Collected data
+ + + +

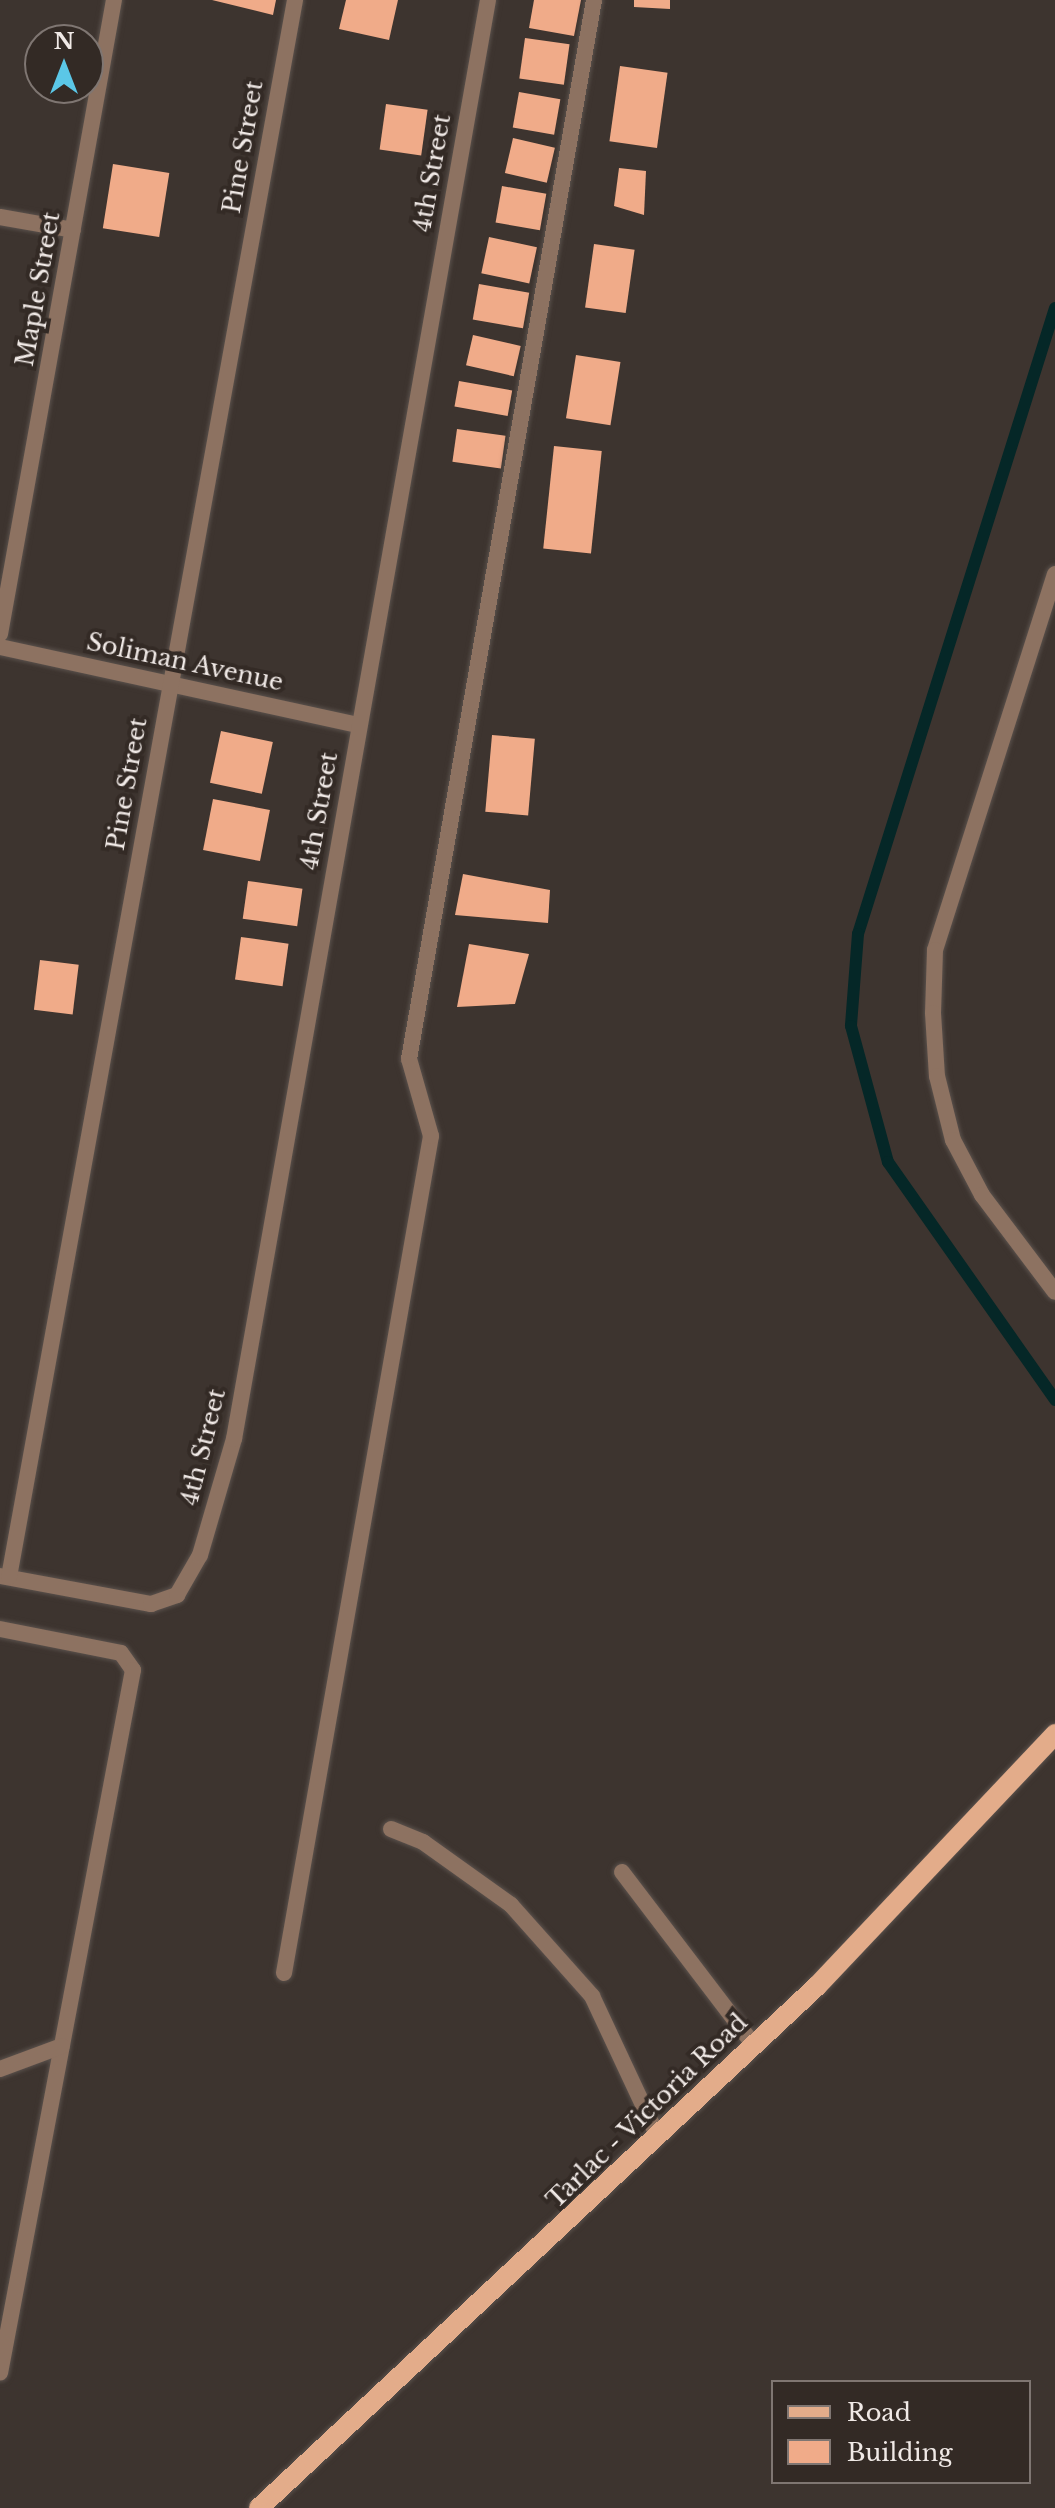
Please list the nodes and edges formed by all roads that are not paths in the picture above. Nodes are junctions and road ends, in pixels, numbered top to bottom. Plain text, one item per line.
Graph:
1 (114, 0) edge
2 (295, 0) edge
3 (488, 0) edge
4 (594, 0) edge
5 (0, 217) edge
6 (73, 230) junction
7 (1055, 574) edge
8 (0, 634) edge
9 (0, 647) edge
10 (169, 682) junction
11 (359, 725) junction
12 (1055, 1292) edge
13 (4, 1577) edge
14 (0, 1629) edge
15 (1055, 1734) edge
16 (391, 1829) dead end
17 (622, 1872) dead end
18 (284, 1973) dead end
19 (754, 2045) junction
20 (62, 2046) junction
21 (0, 2069) edge
22 (658, 2137) junction
23 (0, 2373) edge
24 (259, 2508) edge

1 - 6 street, Maple Street
2 - 10 street, Pine Street
3 - 11 street, 4th Street
4 - 18 street
5 - 6 street
6 - 8 street, Maple Street
7 - 12 street
9 - 10 street, Soliman Avenue
10 - 11 street, Soliman Avenue
10 - 13 street, Pine Street
11 - 13 street, 4th Street
14 - 20 street
15 - 19 main road, Tarlac - Victoria Road
16 - 22 street
17 - 19 street
19 - 22 main road, Tarlac - Victoria Road
20 - 21 street
20 - 23 street
22 - 24 main road, Tarlac - Victoria Road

+ + + +

* WORK INSTRUCTIONS:
Restate the entries verbatim and exclude any pictures.

* TASK SOLUTION:
Please list the nodes and edges formed by all roads that are not paths in the picture above. Nodes are junctions and road ends, in pixels, numbered top to bottom. Plain text, one item per line.
Graph:
1 (114, 0) edge
2 (295, 0) edge
3 (488, 0) edge
4 (594, 0) edge
5 (0, 217) edge
6 (73, 230) junction
7 (1055, 574) edge
8 (0, 634) edge
9 (0, 647) edge
10 (169, 682) junction
11 (359, 725) junction
12 (1055, 1292) edge
13 (4, 1577) edge
14 (0, 1629) edge
15 (1055, 1734) edge
16 (391, 1829) dead end
17 (622, 1872) dead end
18 (284, 1973) dead end
19 (754, 2045) junction
20 (62, 2046) junction
21 (0, 2069) edge
22 (658, 2137) junction
23 (0, 2373) edge
24 (259, 2508) edge

1 - 6 street, Maple Street
2 - 10 street, Pine Street
3 - 11 street, 4th Street
4 - 18 street
5 - 6 street
6 - 8 street, Maple Street
7 - 12 street
9 - 10 street, Soliman Avenue
10 - 11 street, Soliman Avenue
10 - 13 street, Pine Street
11 - 13 street, 4th Street
14 - 20 street
15 - 19 main road, Tarlac - Victoria Road
16 - 22 street
17 - 19 street
19 - 22 main road, Tarlac - Victoria Road
20 - 21 street
20 - 23 street
22 - 24 main road, Tarlac - Victoria Road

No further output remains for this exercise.